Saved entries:
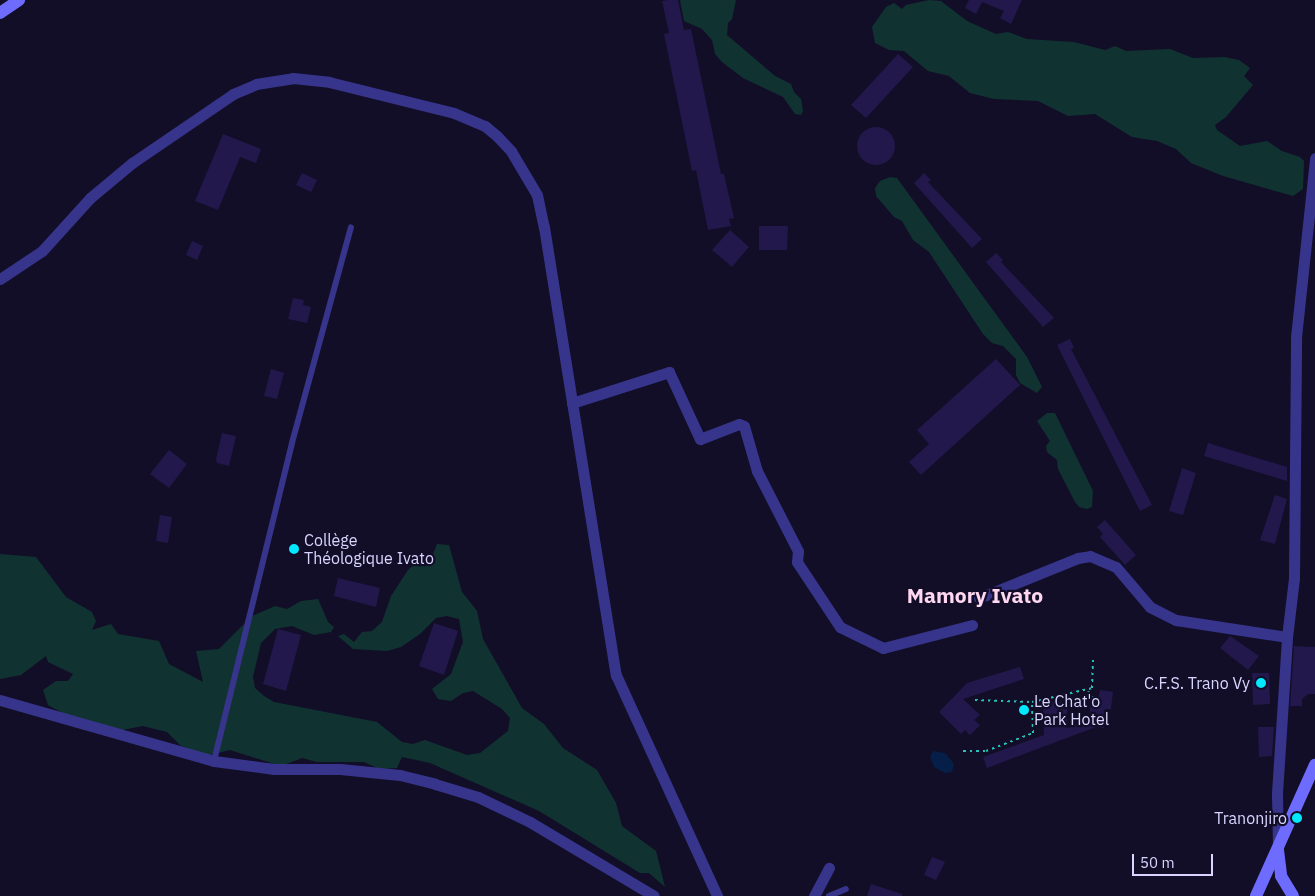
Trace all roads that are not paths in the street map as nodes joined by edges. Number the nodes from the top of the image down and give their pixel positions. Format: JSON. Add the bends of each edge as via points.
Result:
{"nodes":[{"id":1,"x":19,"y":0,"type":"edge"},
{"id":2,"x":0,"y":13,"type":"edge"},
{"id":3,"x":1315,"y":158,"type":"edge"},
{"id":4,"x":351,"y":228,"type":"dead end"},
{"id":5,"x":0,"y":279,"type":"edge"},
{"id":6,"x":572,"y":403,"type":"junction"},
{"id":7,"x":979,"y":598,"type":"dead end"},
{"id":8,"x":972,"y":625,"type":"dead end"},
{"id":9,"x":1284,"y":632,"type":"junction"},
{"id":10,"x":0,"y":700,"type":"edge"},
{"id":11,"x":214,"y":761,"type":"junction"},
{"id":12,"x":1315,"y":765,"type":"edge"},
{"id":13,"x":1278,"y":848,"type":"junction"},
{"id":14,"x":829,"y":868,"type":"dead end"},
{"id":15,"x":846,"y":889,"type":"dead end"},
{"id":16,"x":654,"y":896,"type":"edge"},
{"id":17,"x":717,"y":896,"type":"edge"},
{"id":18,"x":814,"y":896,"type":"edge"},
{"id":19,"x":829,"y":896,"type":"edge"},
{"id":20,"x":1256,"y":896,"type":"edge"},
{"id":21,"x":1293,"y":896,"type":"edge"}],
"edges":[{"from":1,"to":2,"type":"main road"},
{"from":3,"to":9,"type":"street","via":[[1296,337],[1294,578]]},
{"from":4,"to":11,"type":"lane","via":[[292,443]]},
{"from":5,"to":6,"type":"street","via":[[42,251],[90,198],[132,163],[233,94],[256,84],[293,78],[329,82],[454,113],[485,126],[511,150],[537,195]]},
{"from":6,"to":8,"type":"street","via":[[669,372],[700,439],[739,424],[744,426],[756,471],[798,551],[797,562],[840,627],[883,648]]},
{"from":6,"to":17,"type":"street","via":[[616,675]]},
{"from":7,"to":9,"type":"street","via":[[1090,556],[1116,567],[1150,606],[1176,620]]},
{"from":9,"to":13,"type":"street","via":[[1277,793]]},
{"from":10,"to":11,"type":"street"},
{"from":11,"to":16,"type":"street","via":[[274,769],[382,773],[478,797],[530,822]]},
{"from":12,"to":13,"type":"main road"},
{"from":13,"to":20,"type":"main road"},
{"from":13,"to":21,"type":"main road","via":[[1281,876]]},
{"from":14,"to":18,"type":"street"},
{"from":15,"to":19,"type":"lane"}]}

- _YOUR ASSIGNMENT_
Could you print all of the entries above exactly as written, minus the pictures?

- _RESPONSE TO THE TASK_
Trace all roads that are not paths in the street map as nodes joined by edges. Number the nodes from the top of the image down and give their pixel positions. Format: JSON. Add the bends of each edge as via points.
Result:
{"nodes":[{"id":1,"x":19,"y":0,"type":"edge"},
{"id":2,"x":0,"y":13,"type":"edge"},
{"id":3,"x":1315,"y":158,"type":"edge"},
{"id":4,"x":351,"y":228,"type":"dead end"},
{"id":5,"x":0,"y":279,"type":"edge"},
{"id":6,"x":572,"y":403,"type":"junction"},
{"id":7,"x":979,"y":598,"type":"dead end"},
{"id":8,"x":972,"y":625,"type":"dead end"},
{"id":9,"x":1284,"y":632,"type":"junction"},
{"id":10,"x":0,"y":700,"type":"edge"},
{"id":11,"x":214,"y":761,"type":"junction"},
{"id":12,"x":1315,"y":765,"type":"edge"},
{"id":13,"x":1278,"y":848,"type":"junction"},
{"id":14,"x":829,"y":868,"type":"dead end"},
{"id":15,"x":846,"y":889,"type":"dead end"},
{"id":16,"x":654,"y":896,"type":"edge"},
{"id":17,"x":717,"y":896,"type":"edge"},
{"id":18,"x":814,"y":896,"type":"edge"},
{"id":19,"x":829,"y":896,"type":"edge"},
{"id":20,"x":1256,"y":896,"type":"edge"},
{"id":21,"x":1293,"y":896,"type":"edge"}],
"edges":[{"from":1,"to":2,"type":"main road"},
{"from":3,"to":9,"type":"street","via":[[1296,337],[1294,578]]},
{"from":4,"to":11,"type":"lane","via":[[292,443]]},
{"from":5,"to":6,"type":"street","via":[[42,251],[90,198],[132,163],[233,94],[256,84],[293,78],[329,82],[454,113],[485,126],[511,150],[537,195]]},
{"from":6,"to":8,"type":"street","via":[[669,372],[700,439],[739,424],[744,426],[756,471],[798,551],[797,562],[840,627],[883,648]]},
{"from":6,"to":17,"type":"street","via":[[616,675]]},
{"from":7,"to":9,"type":"street","via":[[1090,556],[1116,567],[1150,606],[1176,620]]},
{"from":9,"to":13,"type":"street","via":[[1277,793]]},
{"from":10,"to":11,"type":"street"},
{"from":11,"to":16,"type":"street","via":[[274,769],[382,773],[478,797],[530,822]]},
{"from":12,"to":13,"type":"main road"},
{"from":13,"to":20,"type":"main road"},
{"from":13,"to":21,"type":"main road","via":[[1281,876]]},
{"from":14,"to":18,"type":"street"},
{"from":15,"to":19,"type":"lane"}]}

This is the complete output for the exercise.